[Stored items]
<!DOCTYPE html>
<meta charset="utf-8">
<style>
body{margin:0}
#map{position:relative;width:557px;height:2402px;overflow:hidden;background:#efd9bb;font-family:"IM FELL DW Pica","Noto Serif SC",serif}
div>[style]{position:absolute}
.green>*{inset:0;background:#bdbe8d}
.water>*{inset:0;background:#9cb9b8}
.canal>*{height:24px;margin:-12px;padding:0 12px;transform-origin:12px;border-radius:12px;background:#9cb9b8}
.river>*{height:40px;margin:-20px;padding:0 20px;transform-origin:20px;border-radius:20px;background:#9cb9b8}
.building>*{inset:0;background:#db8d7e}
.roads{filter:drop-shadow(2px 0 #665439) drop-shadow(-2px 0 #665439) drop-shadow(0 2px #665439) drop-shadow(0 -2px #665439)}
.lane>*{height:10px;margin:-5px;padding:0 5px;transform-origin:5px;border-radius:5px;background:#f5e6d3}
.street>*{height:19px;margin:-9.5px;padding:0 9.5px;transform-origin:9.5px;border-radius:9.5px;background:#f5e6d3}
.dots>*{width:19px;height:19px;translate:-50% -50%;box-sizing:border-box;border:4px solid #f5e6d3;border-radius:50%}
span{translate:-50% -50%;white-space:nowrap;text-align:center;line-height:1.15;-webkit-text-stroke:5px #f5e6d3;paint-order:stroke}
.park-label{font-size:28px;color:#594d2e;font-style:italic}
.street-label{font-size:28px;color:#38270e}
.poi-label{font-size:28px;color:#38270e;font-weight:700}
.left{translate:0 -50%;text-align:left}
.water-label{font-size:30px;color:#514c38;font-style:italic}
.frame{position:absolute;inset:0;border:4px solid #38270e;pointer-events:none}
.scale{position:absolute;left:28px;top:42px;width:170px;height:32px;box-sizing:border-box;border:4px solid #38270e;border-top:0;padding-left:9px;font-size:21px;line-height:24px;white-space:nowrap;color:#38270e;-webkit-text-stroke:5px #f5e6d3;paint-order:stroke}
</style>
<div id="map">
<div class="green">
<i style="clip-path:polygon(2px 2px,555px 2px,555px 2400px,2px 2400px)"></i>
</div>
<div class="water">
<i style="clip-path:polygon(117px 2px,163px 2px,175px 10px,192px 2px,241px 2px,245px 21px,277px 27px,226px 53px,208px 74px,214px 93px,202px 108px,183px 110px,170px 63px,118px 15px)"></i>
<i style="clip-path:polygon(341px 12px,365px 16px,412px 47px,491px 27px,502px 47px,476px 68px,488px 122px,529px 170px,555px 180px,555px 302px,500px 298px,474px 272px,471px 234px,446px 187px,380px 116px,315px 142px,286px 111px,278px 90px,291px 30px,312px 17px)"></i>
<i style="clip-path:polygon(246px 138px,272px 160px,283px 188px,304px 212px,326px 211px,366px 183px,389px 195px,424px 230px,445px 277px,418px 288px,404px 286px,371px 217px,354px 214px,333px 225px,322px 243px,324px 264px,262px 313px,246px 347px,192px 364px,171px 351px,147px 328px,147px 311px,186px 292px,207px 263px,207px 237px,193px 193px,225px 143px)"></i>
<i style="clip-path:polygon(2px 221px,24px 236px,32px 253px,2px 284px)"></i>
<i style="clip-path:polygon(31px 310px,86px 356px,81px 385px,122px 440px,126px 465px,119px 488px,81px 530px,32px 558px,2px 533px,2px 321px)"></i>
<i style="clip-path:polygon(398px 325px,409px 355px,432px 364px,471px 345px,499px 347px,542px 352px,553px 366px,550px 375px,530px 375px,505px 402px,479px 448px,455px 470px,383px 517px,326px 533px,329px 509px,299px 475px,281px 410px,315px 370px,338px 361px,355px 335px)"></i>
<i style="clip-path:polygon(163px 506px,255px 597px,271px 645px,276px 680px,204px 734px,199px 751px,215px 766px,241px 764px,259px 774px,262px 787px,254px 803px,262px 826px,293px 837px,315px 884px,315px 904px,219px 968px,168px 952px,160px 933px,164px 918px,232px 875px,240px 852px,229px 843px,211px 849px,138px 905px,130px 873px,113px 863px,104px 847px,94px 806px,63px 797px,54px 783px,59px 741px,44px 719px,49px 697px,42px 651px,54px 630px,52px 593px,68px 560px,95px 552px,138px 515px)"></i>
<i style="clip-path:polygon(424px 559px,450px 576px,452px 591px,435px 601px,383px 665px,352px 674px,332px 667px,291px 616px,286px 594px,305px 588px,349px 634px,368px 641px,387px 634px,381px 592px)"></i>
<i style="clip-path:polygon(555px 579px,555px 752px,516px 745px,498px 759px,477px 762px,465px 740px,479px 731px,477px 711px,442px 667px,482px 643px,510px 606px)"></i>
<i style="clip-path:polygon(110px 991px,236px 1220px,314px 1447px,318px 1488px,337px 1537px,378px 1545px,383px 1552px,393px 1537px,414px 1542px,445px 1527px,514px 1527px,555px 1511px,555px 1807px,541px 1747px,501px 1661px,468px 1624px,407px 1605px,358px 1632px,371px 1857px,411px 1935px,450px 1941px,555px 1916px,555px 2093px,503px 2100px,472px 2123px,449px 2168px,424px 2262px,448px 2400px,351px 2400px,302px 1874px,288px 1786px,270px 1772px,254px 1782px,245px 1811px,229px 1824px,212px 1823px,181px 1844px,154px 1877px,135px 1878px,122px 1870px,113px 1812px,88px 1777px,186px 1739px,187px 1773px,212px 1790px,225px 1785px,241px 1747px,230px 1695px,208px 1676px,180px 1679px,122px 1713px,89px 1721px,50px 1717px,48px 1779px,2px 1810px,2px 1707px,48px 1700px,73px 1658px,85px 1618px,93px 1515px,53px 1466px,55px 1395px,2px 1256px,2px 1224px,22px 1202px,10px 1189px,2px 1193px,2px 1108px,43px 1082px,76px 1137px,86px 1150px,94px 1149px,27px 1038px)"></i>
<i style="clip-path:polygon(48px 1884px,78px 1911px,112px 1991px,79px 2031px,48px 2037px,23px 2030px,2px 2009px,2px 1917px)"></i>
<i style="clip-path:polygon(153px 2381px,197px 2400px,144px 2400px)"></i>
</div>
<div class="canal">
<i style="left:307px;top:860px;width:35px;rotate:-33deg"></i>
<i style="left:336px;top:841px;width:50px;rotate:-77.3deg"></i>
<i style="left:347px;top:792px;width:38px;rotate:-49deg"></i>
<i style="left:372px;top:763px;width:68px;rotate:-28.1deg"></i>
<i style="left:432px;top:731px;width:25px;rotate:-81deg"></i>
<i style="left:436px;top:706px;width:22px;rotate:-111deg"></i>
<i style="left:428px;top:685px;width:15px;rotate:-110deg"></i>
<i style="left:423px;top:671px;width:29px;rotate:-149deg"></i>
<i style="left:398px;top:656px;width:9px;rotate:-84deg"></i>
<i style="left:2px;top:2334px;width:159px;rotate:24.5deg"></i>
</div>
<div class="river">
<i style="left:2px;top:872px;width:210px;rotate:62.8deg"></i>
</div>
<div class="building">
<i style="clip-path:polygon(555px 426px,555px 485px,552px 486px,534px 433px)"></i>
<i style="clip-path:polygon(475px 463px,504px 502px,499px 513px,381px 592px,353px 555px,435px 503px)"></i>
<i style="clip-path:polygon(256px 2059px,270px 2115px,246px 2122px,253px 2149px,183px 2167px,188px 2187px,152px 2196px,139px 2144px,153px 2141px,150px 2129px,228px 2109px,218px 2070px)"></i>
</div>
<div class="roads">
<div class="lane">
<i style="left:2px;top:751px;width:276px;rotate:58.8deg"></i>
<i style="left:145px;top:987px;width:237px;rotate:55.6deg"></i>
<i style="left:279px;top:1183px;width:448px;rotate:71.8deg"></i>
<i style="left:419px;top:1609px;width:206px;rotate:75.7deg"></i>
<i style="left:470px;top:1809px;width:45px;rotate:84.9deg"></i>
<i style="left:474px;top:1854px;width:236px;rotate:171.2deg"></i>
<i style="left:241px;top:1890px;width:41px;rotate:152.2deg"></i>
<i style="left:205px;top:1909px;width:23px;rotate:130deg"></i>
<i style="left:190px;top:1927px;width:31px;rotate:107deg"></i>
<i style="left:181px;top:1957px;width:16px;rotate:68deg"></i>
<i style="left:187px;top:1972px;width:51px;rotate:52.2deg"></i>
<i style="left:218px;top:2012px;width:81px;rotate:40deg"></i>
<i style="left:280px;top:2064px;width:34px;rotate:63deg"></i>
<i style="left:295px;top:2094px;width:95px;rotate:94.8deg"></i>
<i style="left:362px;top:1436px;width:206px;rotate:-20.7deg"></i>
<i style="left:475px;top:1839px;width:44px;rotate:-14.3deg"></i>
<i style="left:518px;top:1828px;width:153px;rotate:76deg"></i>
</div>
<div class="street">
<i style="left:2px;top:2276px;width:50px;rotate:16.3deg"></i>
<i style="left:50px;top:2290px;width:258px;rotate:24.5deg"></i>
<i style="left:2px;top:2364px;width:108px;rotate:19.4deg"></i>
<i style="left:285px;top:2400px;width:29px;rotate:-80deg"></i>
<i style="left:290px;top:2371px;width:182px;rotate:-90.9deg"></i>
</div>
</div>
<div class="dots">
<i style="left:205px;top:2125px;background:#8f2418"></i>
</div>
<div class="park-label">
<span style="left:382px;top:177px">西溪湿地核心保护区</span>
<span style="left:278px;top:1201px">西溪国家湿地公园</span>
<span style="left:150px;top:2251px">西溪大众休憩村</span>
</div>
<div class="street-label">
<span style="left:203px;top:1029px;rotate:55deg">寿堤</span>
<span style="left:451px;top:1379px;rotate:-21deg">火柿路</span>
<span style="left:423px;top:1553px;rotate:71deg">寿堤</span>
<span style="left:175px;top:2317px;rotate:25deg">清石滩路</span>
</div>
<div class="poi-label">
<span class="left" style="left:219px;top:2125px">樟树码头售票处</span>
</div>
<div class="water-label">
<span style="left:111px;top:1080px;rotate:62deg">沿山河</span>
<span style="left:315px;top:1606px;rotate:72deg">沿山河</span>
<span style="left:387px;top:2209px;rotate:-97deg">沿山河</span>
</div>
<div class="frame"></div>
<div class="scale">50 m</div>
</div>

WHAT IS EXPECTED:
Repeat only the lines above, from the first line of the entries through the line that contains "0 #665439) drop-shadow(-2px", including both ends.

TASK OUTPUT:
<!DOCTYPE html>
<meta charset="utf-8">
<style>
body{margin:0}
#map{position:relative;width:557px;height:2402px;overflow:hidden;background:#efd9bb;font-family:"IM FELL DW Pica","Noto Serif SC",serif}
div>[style]{position:absolute}
.green>*{inset:0;background:#bdbe8d}
.water>*{inset:0;background:#9cb9b8}
.canal>*{height:24px;margin:-12px;padding:0 12px;transform-origin:12px;border-radius:12px;background:#9cb9b8}
.river>*{height:40px;margin:-20px;padding:0 20px;transform-origin:20px;border-radius:20px;background:#9cb9b8}
.building>*{inset:0;background:#db8d7e}
.roads{filter:drop-shadow(2px 0 #665439) drop-shadow(-2px 0 #665439) drop-shadow(0 2px #665439) drop-shadow(0 -2px #665439)}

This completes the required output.